NORTHERN IRELAND, UK - Farmgate beef prices have been significantly higher than 2010 levels throughout 2011 and until the autumn the impact of this on retail prices had been negligible with reports of processors struggling to pass these higher prices on to retail level.

However, throughout the autumn we have begun to see increases in retail beef prices in GB relative to the same period last year, and as a consequence, retail demand has come under some degree of pressure.

GB is the biggest market for the NI beef industry and in the four weeks ended 31 October 2011, Kantar have reported that the average price of beef in GB was £6.50. This was seven per cent (47p/kg) more than in the same period last year when the average price was reported at £6.03.

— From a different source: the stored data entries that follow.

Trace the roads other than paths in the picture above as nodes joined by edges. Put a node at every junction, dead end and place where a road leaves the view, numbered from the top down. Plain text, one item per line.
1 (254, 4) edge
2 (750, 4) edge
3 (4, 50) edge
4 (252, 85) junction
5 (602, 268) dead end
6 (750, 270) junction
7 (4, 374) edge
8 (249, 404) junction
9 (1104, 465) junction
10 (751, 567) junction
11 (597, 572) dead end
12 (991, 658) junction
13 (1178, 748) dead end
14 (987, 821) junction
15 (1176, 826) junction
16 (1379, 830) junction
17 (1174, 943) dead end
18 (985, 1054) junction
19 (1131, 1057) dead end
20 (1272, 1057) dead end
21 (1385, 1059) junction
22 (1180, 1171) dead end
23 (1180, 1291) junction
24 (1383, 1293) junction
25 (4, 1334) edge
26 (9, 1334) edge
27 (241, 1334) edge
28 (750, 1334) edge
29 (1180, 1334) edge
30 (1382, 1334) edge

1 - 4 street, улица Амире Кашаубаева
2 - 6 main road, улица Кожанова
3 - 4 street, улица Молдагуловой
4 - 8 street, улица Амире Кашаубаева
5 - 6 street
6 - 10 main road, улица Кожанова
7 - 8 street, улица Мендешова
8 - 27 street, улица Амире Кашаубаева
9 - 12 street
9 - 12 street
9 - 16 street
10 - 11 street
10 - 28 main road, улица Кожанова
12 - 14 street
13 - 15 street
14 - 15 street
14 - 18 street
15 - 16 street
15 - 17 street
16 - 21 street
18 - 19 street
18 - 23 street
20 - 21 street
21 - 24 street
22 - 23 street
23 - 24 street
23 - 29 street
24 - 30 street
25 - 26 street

This is a significant increase and reflects what has been going on at farmgate level in NI and elsewhere in the UK over the course of the last year.

The result of these higher retail prices in October has been reduced retail demand year-on-year. However, it is encouraging that the reduction in demand has not been proportionate to the increase in price. Volume sales have fallen by five per cent in October compared to the same period last year, however, Figure 2 clearly shows how the seasonal increase in demand this autumn has continued regardless.

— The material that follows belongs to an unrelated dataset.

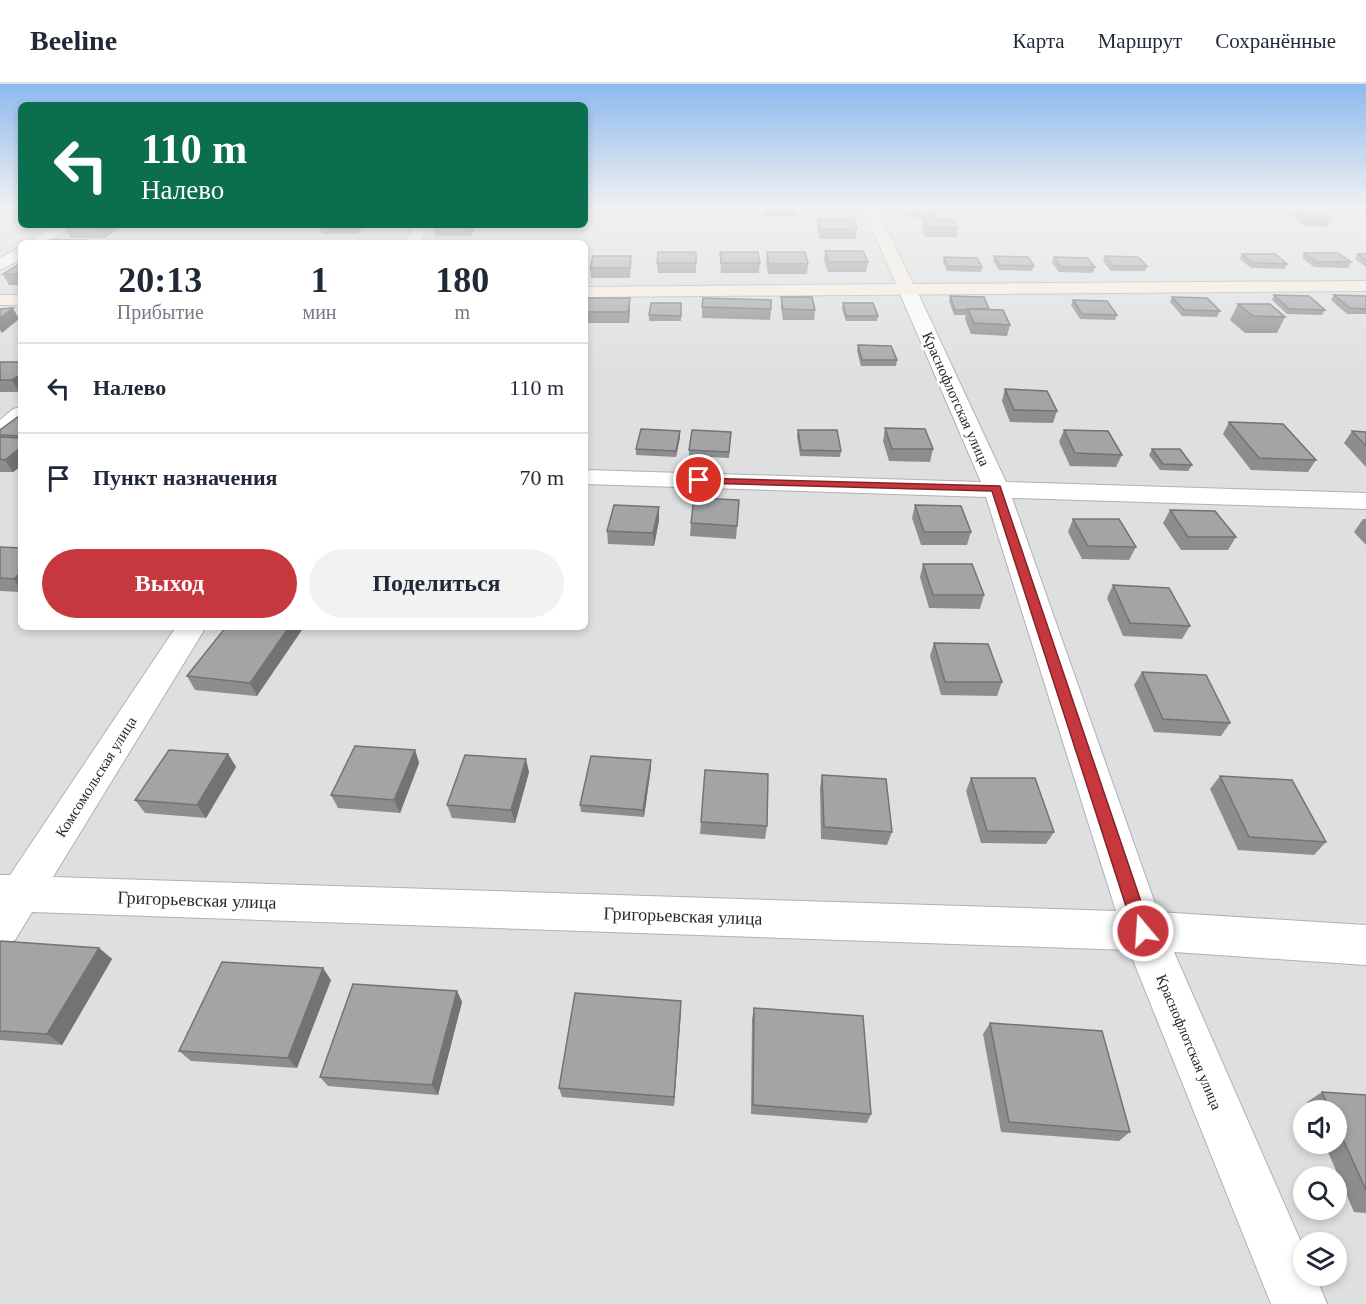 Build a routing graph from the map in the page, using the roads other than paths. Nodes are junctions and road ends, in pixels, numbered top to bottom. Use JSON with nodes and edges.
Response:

The combination of the seven per cent increase in price and the five per cent decline in volume sales, is a two per cent increase in expenditure which is very positive in these straightened economic times.

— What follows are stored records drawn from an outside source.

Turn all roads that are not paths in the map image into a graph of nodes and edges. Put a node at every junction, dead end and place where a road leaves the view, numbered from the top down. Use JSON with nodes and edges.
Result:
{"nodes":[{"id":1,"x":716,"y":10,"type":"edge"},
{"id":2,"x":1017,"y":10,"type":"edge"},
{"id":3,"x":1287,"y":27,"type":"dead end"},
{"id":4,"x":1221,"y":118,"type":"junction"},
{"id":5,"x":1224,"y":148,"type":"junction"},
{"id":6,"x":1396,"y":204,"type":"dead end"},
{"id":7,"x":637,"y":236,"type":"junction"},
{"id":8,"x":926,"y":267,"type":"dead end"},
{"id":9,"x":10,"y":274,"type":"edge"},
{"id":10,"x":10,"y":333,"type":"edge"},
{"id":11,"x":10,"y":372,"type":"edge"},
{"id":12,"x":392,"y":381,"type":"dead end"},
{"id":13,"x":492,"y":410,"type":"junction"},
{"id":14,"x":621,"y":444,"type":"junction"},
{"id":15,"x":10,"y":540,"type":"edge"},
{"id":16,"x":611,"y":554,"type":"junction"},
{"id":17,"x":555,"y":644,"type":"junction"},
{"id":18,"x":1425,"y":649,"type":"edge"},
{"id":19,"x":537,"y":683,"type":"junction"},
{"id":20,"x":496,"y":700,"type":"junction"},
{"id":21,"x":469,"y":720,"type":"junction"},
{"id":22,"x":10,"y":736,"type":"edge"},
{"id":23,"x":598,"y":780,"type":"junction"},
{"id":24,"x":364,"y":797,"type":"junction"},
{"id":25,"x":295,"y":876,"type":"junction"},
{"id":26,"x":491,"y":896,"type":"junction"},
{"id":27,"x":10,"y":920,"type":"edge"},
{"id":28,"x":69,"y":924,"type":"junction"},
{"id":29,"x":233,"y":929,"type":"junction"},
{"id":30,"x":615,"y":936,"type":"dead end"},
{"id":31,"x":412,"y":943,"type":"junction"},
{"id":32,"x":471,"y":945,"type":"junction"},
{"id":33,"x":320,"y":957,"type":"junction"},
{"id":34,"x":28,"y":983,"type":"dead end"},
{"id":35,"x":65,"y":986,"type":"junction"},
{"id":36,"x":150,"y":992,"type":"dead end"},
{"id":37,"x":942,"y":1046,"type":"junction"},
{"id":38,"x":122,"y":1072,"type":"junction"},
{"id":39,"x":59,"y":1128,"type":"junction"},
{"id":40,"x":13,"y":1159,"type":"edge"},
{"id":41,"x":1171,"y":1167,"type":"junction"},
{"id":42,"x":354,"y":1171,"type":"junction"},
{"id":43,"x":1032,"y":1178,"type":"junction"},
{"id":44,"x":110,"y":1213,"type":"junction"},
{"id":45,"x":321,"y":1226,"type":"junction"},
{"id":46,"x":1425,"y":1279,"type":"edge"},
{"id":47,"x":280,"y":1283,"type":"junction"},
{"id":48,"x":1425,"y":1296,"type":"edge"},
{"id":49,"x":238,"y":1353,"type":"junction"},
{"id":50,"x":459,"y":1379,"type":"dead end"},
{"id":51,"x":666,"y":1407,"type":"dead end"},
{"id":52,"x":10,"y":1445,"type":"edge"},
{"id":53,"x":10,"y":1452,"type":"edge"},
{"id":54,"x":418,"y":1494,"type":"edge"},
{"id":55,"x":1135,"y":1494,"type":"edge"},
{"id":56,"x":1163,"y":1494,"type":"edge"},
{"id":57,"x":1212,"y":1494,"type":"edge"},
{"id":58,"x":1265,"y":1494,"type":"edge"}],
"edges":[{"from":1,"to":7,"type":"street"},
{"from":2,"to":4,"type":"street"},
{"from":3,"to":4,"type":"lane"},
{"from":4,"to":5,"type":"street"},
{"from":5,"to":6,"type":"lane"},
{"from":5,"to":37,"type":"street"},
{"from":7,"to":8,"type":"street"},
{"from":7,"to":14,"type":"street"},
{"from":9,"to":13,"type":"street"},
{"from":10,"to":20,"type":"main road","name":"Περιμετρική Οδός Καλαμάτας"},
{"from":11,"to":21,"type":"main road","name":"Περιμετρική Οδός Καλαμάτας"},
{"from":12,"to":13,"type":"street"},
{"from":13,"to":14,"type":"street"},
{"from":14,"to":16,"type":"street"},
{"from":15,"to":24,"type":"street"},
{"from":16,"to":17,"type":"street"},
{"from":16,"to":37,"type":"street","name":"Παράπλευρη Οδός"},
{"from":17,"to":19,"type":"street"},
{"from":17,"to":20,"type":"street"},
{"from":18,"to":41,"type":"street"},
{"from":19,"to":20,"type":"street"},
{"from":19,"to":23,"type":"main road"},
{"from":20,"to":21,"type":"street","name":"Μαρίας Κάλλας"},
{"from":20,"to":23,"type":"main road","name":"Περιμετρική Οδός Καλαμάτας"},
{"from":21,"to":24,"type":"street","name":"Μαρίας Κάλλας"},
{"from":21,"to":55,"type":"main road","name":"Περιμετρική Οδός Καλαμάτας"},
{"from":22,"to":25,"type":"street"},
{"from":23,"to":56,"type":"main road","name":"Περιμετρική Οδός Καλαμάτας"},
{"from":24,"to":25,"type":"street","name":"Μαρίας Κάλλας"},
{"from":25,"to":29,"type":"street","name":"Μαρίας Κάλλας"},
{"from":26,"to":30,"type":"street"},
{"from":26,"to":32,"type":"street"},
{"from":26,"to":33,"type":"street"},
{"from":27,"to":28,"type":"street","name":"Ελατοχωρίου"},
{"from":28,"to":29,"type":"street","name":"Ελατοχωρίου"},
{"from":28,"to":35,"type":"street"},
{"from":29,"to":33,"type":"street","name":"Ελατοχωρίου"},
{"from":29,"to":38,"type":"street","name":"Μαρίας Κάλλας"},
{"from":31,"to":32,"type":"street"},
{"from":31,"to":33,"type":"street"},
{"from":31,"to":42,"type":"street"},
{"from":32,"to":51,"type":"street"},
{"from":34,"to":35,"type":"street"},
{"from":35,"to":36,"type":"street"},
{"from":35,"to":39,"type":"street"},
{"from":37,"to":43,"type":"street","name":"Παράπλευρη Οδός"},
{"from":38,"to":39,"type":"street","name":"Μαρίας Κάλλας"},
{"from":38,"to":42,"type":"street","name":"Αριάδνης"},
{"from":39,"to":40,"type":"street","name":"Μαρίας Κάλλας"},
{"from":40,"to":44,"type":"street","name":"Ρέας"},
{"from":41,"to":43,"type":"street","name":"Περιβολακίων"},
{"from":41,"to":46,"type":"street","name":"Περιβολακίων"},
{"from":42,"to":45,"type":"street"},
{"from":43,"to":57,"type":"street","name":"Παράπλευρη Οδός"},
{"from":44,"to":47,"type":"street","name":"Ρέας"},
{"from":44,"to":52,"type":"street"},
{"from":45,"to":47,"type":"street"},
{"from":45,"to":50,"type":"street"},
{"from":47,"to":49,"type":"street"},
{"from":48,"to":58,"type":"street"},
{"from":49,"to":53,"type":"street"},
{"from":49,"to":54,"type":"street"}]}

The reduction in demand has been caused by a two per cent decline in penetration, meaning that there has been a slight decline in the proportion of consumers that have beef on their shopping list. A three per cent decline in the average weight per purchase shows that those consumers that have put beef in the trolley are buying slightly smaller volumes.

In October, there were year-on-year declines in sales of all beef cuts with the exception of stewing. Stewing volumes increased by a modest 2.5 per cent in October, perhaps indicating that consumers may be more inclined to trade down in a higher price environment.

If this is the case, there been no such benefit in terms of mince demand as its sales were down by three per cent in October, with frying / grilling sales down by five per cent. Roasting sales were down by a substantial 16 per cent compared to the same period last year.

In October, lamb sales remained sluggish with prices 13 per cent higher than during the same period last year. The average retail price of lamb was £8.52/kg in October. These higher prices have led to significant reductions in volume sales and lamb spend.

Volume sales are down 18 per cent year-on-year, with expenditure on lamb down by eight per cent as a result of the combination of higher prices and reduced volumes.

In October, sales of lamb stewing and mince were down by four and nine per cent respectively. The most significant volume declines were for leg roastings (-35 per cent) and chop steaks (-20 per cent). In some respects it is worth noting that the high price of lamb is simply a reflection of reduced availability due to a vibrant export trade.

Consumers cannot buy lamb if is not on the supermarket shelves. However, there is a longer term concern that consumers may take lamb off the menu altogether if an out-of-sight / out-ofmind scenario was to prevail. This indeed is a concern. In the last month, penetration of lamb was down by 14 per cent year-on-year, with only a fifth of consumers purchasing lamb. The industry will be anxious to see an end to such sharp year-on-year declines in sales.